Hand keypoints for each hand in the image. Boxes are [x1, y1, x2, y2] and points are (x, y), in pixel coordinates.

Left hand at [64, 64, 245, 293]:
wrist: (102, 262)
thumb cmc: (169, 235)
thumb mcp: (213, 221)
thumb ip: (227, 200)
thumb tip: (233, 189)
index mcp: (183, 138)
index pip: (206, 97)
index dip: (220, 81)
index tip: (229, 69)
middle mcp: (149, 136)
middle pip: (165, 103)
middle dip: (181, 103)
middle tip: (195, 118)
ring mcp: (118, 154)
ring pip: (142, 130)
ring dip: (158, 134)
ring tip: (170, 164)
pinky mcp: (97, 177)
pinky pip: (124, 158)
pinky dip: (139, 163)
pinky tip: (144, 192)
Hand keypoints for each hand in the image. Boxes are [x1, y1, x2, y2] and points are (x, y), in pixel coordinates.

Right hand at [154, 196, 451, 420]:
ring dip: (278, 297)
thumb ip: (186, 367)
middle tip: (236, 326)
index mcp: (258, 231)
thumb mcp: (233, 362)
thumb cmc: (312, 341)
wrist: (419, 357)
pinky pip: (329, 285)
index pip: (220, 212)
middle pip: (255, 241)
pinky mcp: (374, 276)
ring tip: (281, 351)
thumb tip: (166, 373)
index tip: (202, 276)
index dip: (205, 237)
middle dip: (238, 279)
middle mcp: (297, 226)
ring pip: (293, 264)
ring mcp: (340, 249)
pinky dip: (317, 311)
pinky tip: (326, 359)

==

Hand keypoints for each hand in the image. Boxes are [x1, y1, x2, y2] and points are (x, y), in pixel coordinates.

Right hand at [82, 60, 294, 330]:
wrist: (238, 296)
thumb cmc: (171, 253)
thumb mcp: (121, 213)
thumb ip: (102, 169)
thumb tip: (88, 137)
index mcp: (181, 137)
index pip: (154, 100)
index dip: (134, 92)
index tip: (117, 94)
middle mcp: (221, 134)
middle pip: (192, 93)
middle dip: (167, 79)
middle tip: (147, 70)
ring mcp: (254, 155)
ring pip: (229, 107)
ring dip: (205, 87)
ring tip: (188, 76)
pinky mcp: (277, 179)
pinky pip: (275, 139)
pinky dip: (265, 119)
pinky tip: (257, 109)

# TO DO:
Copy out every line of the material above that contains the string "pinky".

# COMPLETED EXERCISE:
pinky mcp: (97, 177)
pinky pip: (124, 158)
pinky dip: (139, 163)
pinky tip: (144, 192)
pinky pip: (329, 285)
pinky mcp: (374, 276)
pinky dip: (317, 311)
pinky tip: (326, 359)
pinky mcp: (277, 179)
pinky pip: (275, 139)
pinky dip: (265, 119)
pinky tip: (257, 109)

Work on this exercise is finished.